WHAT TO PRODUCE: The listing is to be repeated exactly, and its pictures are to be left out.

RECORD SET:
*-*-*

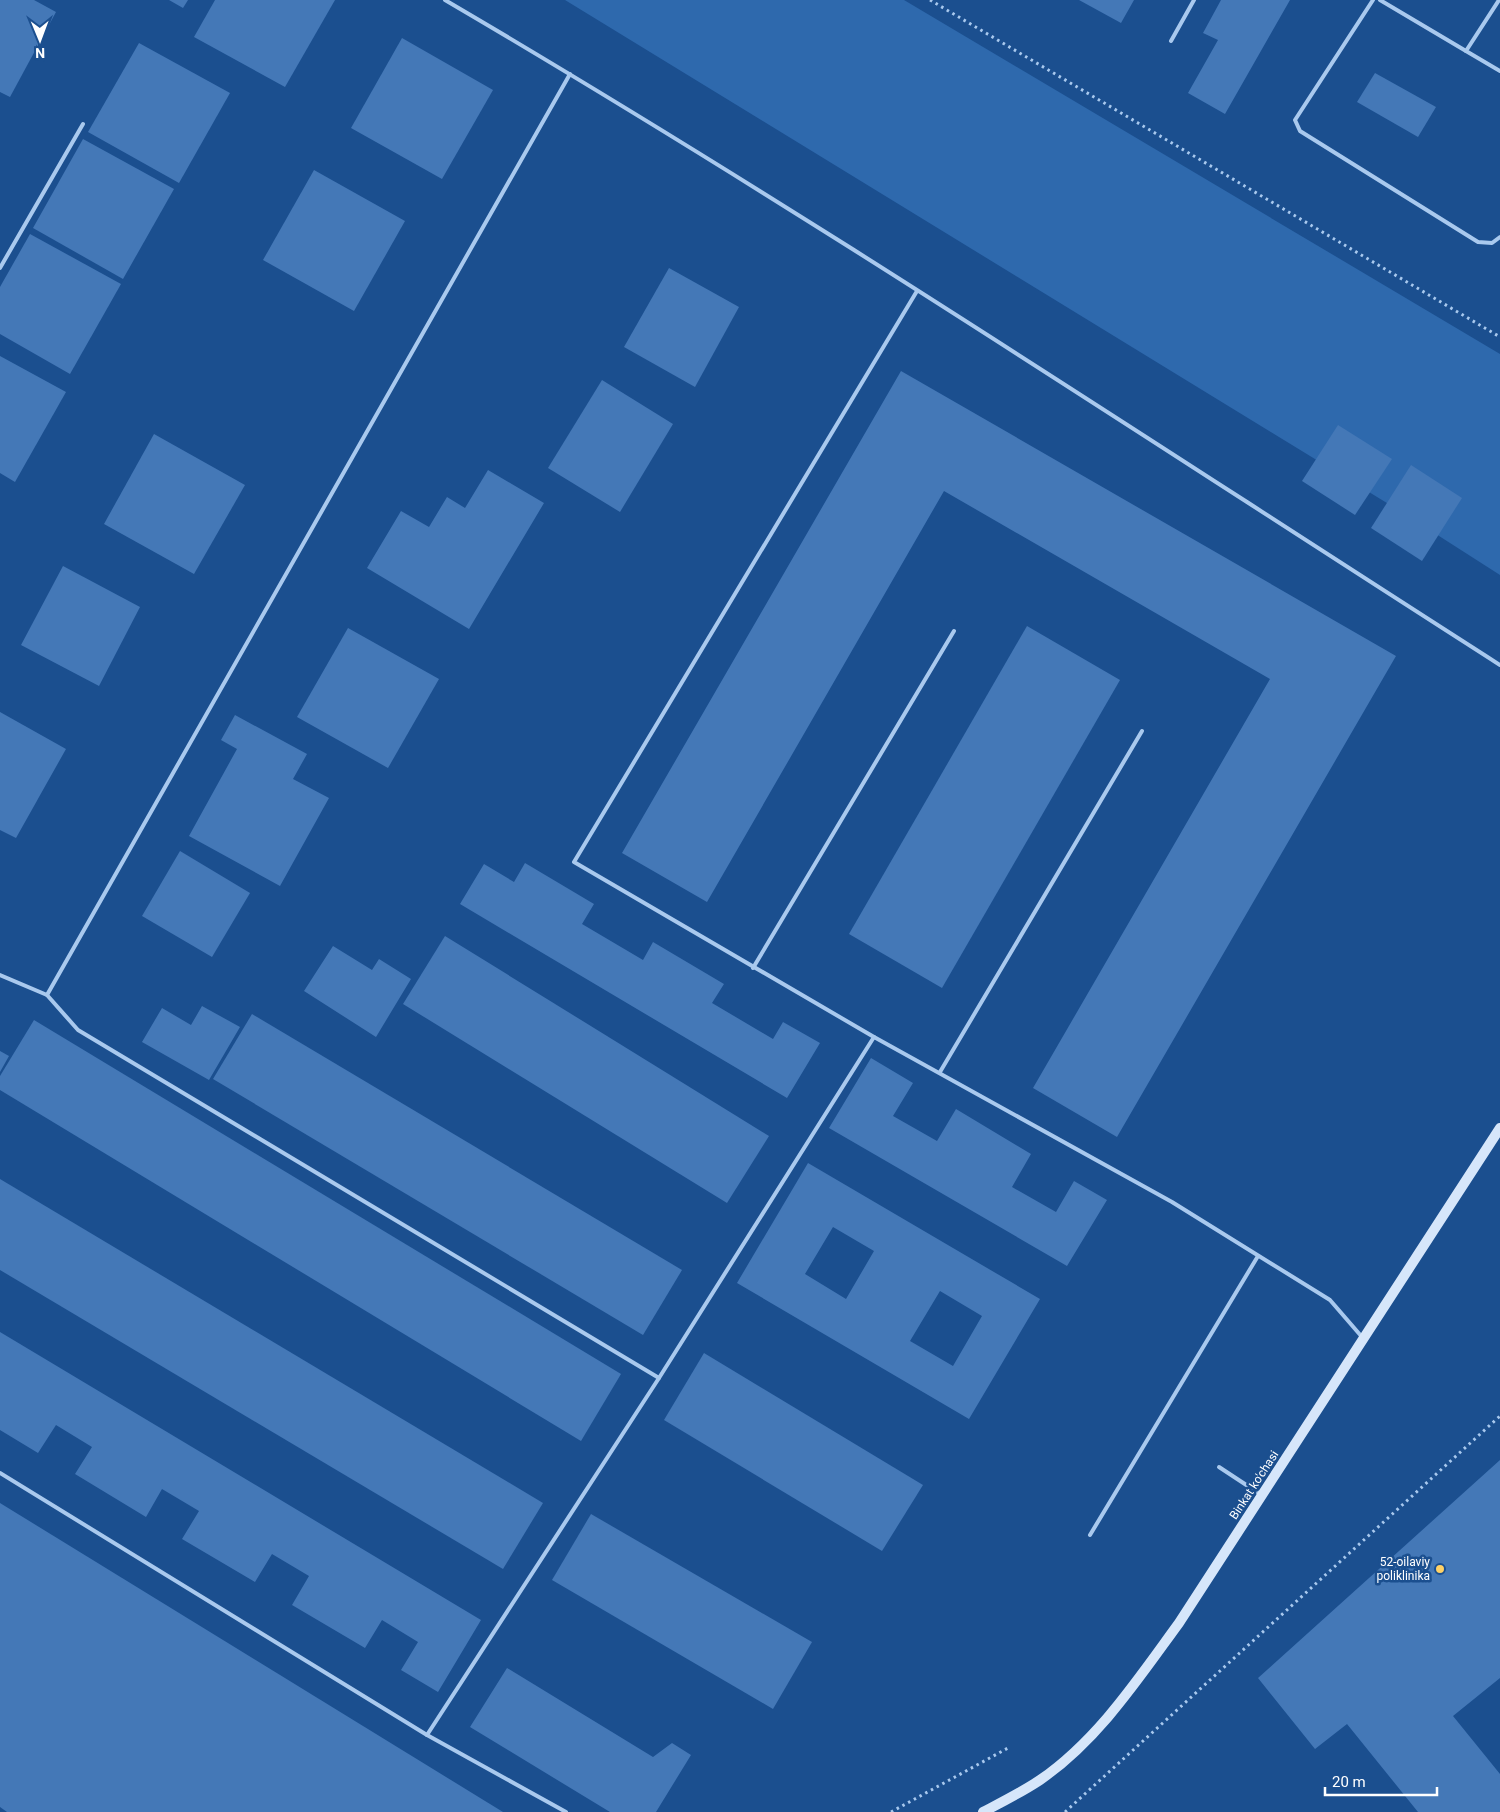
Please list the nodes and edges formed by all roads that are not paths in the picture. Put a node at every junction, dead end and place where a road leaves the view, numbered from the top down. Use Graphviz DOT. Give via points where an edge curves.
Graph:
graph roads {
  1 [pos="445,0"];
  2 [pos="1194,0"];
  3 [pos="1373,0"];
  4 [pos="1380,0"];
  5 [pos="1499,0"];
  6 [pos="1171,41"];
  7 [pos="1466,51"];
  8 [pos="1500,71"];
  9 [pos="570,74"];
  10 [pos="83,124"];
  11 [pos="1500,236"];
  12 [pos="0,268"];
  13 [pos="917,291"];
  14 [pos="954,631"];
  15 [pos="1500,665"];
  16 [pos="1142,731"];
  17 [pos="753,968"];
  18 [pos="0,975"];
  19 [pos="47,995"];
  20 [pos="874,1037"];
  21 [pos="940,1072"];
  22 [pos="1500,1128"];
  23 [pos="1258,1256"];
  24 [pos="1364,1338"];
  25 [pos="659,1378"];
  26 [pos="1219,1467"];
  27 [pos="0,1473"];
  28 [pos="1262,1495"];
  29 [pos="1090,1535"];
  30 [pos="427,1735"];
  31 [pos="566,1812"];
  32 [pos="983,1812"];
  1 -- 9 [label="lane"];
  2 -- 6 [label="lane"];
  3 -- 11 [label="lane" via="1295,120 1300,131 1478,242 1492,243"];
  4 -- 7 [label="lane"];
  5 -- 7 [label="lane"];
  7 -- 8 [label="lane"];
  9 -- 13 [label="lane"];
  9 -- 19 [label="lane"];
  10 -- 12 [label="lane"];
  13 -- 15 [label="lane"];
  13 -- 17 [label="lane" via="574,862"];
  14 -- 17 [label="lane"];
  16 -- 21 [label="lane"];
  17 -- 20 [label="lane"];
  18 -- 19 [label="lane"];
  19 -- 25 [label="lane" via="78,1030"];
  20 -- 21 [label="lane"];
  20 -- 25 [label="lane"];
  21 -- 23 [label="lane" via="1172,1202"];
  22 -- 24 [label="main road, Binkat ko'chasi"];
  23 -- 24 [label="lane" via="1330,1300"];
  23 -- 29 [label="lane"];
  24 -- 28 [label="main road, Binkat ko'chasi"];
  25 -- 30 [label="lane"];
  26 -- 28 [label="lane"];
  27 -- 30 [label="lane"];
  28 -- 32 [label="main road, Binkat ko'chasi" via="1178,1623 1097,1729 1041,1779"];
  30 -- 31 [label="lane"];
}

*-*-*

EXERCISE ANSWER:
Please list the nodes and edges formed by all roads that are not paths in the picture. Put a node at every junction, dead end and place where a road leaves the view, numbered from the top down. Use Graphviz DOT. Give via points where an edge curves.
Graph:
graph roads {
  1 [pos="445,0"];
  2 [pos="1194,0"];
  3 [pos="1373,0"];
  4 [pos="1380,0"];
  5 [pos="1499,0"];
  6 [pos="1171,41"];
  7 [pos="1466,51"];
  8 [pos="1500,71"];
  9 [pos="570,74"];
  10 [pos="83,124"];
  11 [pos="1500,236"];
  12 [pos="0,268"];
  13 [pos="917,291"];
  14 [pos="954,631"];
  15 [pos="1500,665"];
  16 [pos="1142,731"];
  17 [pos="753,968"];
  18 [pos="0,975"];
  19 [pos="47,995"];
  20 [pos="874,1037"];
  21 [pos="940,1072"];
  22 [pos="1500,1128"];
  23 [pos="1258,1256"];
  24 [pos="1364,1338"];
  25 [pos="659,1378"];
  26 [pos="1219,1467"];
  27 [pos="0,1473"];
  28 [pos="1262,1495"];
  29 [pos="1090,1535"];
  30 [pos="427,1735"];
  31 [pos="566,1812"];
  32 [pos="983,1812"];
  1 -- 9 [label="lane"];
  2 -- 6 [label="lane"];
  3 -- 11 [label="lane" via="1295,120 1300,131 1478,242 1492,243"];
  4 -- 7 [label="lane"];
  5 -- 7 [label="lane"];
  7 -- 8 [label="lane"];
  9 -- 13 [label="lane"];
  9 -- 19 [label="lane"];
  10 -- 12 [label="lane"];
  13 -- 15 [label="lane"];
  13 -- 17 [label="lane" via="574,862"];
  14 -- 17 [label="lane"];
  16 -- 21 [label="lane"];
  17 -- 20 [label="lane"];
  18 -- 19 [label="lane"];
  19 -- 25 [label="lane" via="78,1030"];
  20 -- 21 [label="lane"];
  20 -- 25 [label="lane"];
  21 -- 23 [label="lane" via="1172,1202"];
  22 -- 24 [label="main road, Binkat ko'chasi"];
  23 -- 24 [label="lane" via="1330,1300"];
  23 -- 29 [label="lane"];
  24 -- 28 [label="main road, Binkat ko'chasi"];
  25 -- 30 [label="lane"];
  26 -- 28 [label="lane"];
  27 -- 30 [label="lane"];
  28 -- 32 [label="main road, Binkat ko'chasi" via="1178,1623 1097,1729 1041,1779"];
  30 -- 31 [label="lane"];
}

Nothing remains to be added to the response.